■ TRY IT:
Output each entry that follows exactly. Images stay out.

■ MATERIALS PROVIDED:
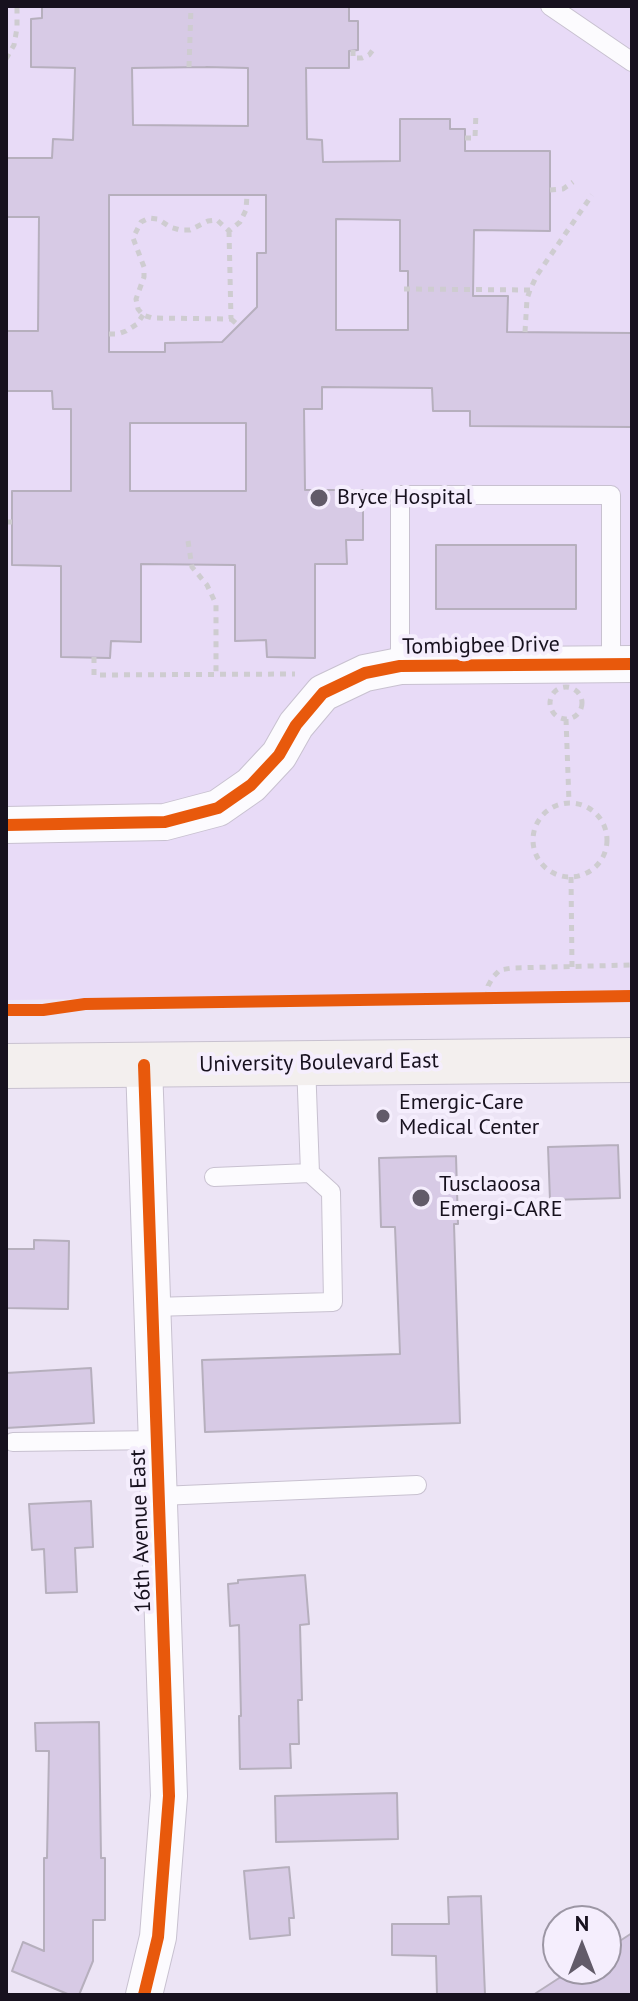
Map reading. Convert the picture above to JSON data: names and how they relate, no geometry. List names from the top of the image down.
{
  "streets": {
    "main road": ["University Boulevard East"],
    "street": ["Tombigbee Drive", "16th Avenue East"]
  },
  "crossings": [
    ["University Boulevard East", "16th Avenue East"]
  ],
  "places": ["Bryce Hospital", "Emergic-Care Medical Center", "Tusclaoosa Emergi-CARE"],
  "north": "top"
}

■ RESPONSE BELOW:
Map reading. Convert the picture above to JSON data: names and how they relate, no geometry. List names from the top of the image down.
{
  "streets": {
    "main road": ["University Boulevard East"],
    "street": ["Tombigbee Drive", "16th Avenue East"]
  },
  "crossings": [
    ["University Boulevard East", "16th Avenue East"]
  ],
  "places": ["Bryce Hospital", "Emergic-Care Medical Center", "Tusclaoosa Emergi-CARE"],
  "north": "top"
}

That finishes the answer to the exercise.